# Problem to solve
Start at the line that contains "Please list the". Repeat it and each line after it, exactly, up to and including the final line of the data.

# Data excerpts
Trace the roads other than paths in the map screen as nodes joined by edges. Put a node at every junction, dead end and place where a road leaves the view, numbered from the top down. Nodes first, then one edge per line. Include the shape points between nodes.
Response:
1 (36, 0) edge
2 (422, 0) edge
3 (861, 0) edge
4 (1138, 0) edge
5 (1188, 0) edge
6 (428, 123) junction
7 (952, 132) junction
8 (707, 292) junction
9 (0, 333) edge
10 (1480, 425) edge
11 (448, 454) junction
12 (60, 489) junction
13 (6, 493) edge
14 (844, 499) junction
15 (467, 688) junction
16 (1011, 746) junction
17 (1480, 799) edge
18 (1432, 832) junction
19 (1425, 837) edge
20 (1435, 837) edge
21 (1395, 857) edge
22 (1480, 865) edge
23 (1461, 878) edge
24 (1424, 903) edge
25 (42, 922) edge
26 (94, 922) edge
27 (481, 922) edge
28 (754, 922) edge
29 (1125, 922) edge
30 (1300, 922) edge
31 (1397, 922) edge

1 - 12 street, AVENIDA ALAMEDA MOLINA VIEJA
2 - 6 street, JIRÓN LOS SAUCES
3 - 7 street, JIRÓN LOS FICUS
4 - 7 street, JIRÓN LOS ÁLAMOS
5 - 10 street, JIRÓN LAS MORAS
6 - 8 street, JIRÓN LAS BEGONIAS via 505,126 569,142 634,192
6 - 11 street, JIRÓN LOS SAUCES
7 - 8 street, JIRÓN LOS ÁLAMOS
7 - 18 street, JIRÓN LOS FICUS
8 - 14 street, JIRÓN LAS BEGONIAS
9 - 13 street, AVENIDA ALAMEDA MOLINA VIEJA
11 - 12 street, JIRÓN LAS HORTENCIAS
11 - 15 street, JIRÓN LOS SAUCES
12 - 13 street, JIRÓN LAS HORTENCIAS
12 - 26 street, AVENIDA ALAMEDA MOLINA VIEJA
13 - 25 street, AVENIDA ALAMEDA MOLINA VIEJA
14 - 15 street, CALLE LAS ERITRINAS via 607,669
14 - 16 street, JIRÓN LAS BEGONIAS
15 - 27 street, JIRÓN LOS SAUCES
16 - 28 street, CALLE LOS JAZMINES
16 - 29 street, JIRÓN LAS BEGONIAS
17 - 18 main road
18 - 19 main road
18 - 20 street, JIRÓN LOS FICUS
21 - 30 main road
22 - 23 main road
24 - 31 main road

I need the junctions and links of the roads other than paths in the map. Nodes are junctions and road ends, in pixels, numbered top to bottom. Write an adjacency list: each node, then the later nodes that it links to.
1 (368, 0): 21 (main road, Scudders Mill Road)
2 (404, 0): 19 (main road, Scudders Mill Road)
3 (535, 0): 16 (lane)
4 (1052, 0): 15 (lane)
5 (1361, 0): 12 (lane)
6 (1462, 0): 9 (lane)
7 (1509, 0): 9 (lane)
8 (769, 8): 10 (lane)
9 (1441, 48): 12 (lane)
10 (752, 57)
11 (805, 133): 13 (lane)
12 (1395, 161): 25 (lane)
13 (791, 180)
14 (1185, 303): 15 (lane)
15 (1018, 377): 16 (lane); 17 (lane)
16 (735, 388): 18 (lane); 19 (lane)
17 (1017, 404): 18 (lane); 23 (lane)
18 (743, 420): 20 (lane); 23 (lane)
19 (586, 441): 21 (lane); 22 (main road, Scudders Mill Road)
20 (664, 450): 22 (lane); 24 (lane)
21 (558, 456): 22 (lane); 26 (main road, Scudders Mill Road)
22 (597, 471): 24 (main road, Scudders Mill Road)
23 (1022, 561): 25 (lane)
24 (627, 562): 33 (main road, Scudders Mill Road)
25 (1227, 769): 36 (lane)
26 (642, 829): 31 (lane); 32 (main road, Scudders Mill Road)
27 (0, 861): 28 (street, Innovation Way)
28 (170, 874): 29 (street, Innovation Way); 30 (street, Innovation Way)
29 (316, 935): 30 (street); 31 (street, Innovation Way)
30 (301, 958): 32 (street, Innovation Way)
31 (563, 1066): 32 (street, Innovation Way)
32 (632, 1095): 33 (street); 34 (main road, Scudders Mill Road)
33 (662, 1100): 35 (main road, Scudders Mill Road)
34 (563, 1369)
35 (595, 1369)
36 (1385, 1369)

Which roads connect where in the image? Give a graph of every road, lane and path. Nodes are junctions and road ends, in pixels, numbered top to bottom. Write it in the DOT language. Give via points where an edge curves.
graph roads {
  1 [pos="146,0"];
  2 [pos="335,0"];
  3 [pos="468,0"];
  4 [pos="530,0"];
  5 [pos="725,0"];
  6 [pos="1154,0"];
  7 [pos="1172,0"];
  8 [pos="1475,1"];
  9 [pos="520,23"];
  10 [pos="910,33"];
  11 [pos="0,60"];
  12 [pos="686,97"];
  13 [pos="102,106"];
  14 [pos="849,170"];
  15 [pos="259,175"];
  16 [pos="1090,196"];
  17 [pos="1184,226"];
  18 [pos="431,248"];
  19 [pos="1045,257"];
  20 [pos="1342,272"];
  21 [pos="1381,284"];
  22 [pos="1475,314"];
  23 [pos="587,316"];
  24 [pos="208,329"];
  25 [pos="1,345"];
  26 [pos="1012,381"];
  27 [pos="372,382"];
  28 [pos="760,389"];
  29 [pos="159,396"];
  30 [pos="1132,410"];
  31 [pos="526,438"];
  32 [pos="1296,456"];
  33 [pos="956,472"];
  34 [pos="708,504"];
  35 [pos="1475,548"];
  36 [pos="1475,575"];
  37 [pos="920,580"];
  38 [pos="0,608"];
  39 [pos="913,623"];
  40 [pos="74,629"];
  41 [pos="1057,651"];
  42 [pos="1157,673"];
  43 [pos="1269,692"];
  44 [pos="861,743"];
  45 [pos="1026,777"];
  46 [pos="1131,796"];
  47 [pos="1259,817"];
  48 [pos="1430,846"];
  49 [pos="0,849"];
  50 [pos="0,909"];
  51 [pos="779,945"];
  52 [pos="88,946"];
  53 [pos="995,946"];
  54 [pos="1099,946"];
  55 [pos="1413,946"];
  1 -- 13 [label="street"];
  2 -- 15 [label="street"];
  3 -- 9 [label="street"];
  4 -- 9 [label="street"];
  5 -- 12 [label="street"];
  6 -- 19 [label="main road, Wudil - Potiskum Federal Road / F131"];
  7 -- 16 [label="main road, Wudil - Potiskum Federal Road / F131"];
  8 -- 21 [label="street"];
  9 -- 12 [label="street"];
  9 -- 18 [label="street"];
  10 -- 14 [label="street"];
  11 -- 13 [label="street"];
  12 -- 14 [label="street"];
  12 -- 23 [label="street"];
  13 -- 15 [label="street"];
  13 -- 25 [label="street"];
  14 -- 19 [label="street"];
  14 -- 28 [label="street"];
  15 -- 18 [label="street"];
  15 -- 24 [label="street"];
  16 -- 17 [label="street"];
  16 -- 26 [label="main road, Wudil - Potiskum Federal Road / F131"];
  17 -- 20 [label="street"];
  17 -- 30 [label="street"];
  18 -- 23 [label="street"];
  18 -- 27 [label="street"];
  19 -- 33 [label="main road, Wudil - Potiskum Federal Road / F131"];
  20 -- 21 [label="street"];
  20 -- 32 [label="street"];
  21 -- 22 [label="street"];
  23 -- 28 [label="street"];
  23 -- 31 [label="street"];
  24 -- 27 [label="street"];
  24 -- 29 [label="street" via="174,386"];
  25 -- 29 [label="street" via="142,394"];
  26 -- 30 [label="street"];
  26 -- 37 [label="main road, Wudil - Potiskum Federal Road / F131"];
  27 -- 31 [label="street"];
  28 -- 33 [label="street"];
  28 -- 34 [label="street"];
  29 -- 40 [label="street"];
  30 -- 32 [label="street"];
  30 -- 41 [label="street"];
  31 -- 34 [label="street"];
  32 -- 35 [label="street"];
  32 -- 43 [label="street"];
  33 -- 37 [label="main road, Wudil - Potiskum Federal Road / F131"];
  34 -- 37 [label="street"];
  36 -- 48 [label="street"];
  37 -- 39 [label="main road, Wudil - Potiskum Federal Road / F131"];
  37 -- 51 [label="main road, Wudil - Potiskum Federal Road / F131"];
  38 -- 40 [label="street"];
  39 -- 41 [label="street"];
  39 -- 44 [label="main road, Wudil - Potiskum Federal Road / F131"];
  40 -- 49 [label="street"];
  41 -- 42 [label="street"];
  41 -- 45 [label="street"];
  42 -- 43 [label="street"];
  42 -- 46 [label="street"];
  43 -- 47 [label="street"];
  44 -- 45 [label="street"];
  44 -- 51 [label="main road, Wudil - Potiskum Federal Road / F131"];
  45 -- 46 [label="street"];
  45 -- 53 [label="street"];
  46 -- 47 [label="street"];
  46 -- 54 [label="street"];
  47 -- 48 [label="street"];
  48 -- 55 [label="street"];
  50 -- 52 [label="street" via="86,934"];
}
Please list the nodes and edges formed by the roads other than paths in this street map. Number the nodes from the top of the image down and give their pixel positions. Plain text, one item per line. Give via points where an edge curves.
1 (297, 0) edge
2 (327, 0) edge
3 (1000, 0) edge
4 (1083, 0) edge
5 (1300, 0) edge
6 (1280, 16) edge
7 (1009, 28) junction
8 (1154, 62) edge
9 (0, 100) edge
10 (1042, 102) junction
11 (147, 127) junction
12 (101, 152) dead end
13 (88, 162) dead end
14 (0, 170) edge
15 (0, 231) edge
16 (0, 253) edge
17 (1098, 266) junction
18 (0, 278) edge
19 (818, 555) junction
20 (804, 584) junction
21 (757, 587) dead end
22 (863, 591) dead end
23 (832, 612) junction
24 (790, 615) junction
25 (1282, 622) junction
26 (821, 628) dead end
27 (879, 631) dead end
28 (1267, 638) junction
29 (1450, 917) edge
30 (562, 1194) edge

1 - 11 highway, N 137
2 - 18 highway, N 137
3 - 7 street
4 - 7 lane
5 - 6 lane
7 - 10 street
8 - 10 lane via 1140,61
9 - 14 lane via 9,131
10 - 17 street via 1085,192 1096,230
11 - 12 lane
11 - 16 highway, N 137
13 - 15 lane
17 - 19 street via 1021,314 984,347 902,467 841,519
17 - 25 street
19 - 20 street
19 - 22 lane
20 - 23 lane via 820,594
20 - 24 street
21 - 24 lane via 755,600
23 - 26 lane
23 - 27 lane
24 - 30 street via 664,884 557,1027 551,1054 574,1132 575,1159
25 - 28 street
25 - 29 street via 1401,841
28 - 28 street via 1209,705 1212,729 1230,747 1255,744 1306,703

# Task answer
Please list the nodes and edges formed by the roads other than paths in this street map. Number the nodes from the top of the image down and give their pixel positions. Plain text, one item per line. Give via points where an edge curves.
1 (297, 0) edge
2 (327, 0) edge
3 (1000, 0) edge
4 (1083, 0) edge
5 (1300, 0) edge
6 (1280, 16) edge
7 (1009, 28) junction
8 (1154, 62) edge
9 (0, 100) edge
10 (1042, 102) junction
11 (147, 127) junction
12 (101, 152) dead end
13 (88, 162) dead end
14 (0, 170) edge
15 (0, 231) edge
16 (0, 253) edge
17 (1098, 266) junction
18 (0, 278) edge
19 (818, 555) junction
20 (804, 584) junction
21 (757, 587) dead end
22 (863, 591) dead end
23 (832, 612) junction
24 (790, 615) junction
25 (1282, 622) junction
26 (821, 628) dead end
27 (879, 631) dead end
28 (1267, 638) junction
29 (1450, 917) edge
30 (562, 1194) edge

1 - 11 highway, N 137
2 - 18 highway, N 137
3 - 7 street
4 - 7 lane
5 - 6 lane
7 - 10 street
8 - 10 lane via 1140,61
9 - 14 lane via 9,131
10 - 17 street via 1085,192 1096,230
11 - 12 lane
11 - 16 highway, N 137
13 - 15 lane
17 - 19 street via 1021,314 984,347 902,467 841,519
17 - 25 street
19 - 20 street
19 - 22 lane
20 - 23 lane via 820,594
20 - 24 street
21 - 24 lane via 755,600
23 - 26 lane
23 - 27 lane
24 - 30 street via 664,884 557,1027 551,1054 574,1132 575,1159
25 - 28 street
25 - 29 street via 1401,841
28 - 28 street via 1209,705 1212,729 1230,747 1255,744 1306,703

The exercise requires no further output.